Back to the roots for designer labels

OVER THE decades the fashion business has had many stamps put on the garments so that customers can identify what they are getting. Most of the stamps/tags have been for fabrics. The Terene tag was one of the first by ICI for its special fabrics, and then came the popular Sanforized mark that was for preshrunk fabrics. The others in present times are Lycra, followed by Tencel, Modal and the Cotton Gold Council tags.

The latest to enter the market is the Shop For Change stamp for fabrics which encourages fair trade from the cotton producer’s level to the garment stage. It is an Indian label, for the Indian market, for the benefit of Indian people. This stamp supports farmers so that they can be self reliant and their business is handled in an ethical manner to benefit not only the cotton growers but also the fabric manufacturers and then the garment labels. The main aim for Shop For Change is to support the farmers and cotton producers so that the manufacturers can benefit.

In the west brands such as Tesco and Wal-Mart have already adopted the fair trade concept for all their consumer product ranges including cotton textiles and garments. The main difference between the Shop For Change stamp and the earlier ones is, that it is applicable not only to cotton and silk fabrics and garments but to all consumer goods including foods, home appliances, etc.

It is high time that the Indian fashion and retail business including designers work towards upgrading the lives of cotton and silk farmers in India so that the supply chain can be organised and the farmers are self reliant with constant business.

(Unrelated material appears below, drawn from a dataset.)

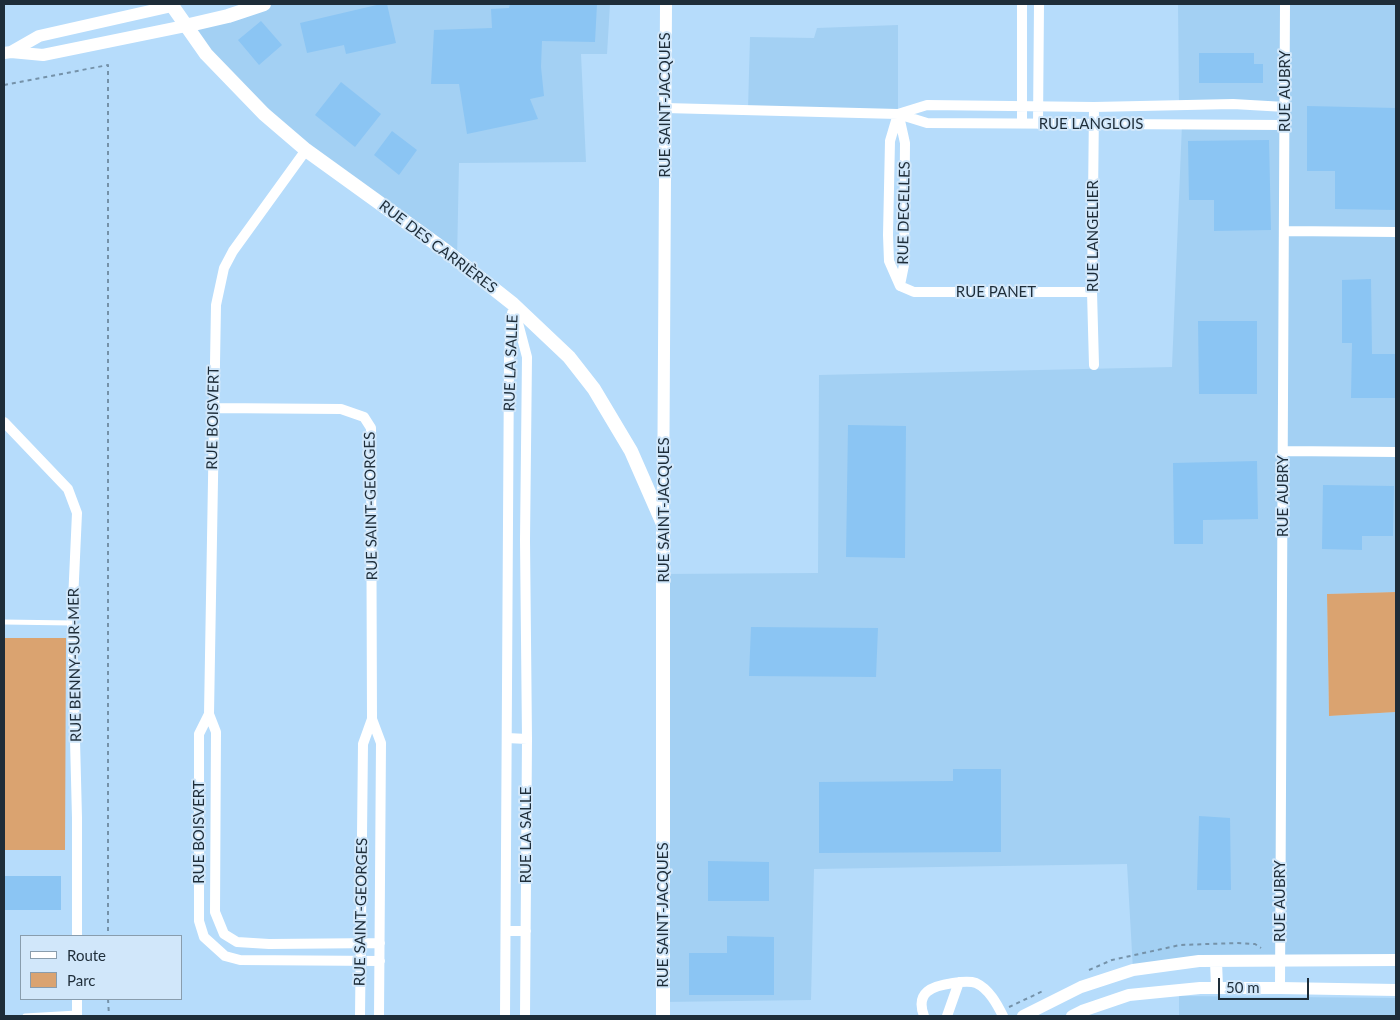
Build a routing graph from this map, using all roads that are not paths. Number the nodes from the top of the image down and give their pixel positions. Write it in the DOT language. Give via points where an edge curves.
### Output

The Shop For Change certification assures that from the cotton farmers to the garment stage there is fair trade for all concerned. Main emphasis is on the cotton farmers as that is the important area of concern, but each segment benefits from this certification. The farmers build business through an organised supply chain, the companies are ensured of quality which in turn helps brand building and customers get a third party seal of approval for social and environmental responsibility which makes a difference in the lives of poor farmers.

Some designers are promoting environmental and social causes through their designs. Anita Dongre created unconventional organic collections a few seasons ago under her Grassroots label and also presented the Liva Viscose by Birla Cellulose formal knit line in 100 per cent green viscose which is zinc free and ideal for knits and woven.

Shop for Change is already discussing with 4-5 cotton producers and will be tying up with mills and then with various Indian domestic

brands to promote the concept. High fashion designers should also consider this certification which will add to their brand equity, which will enable them to attract international and domestic recognition from buyers.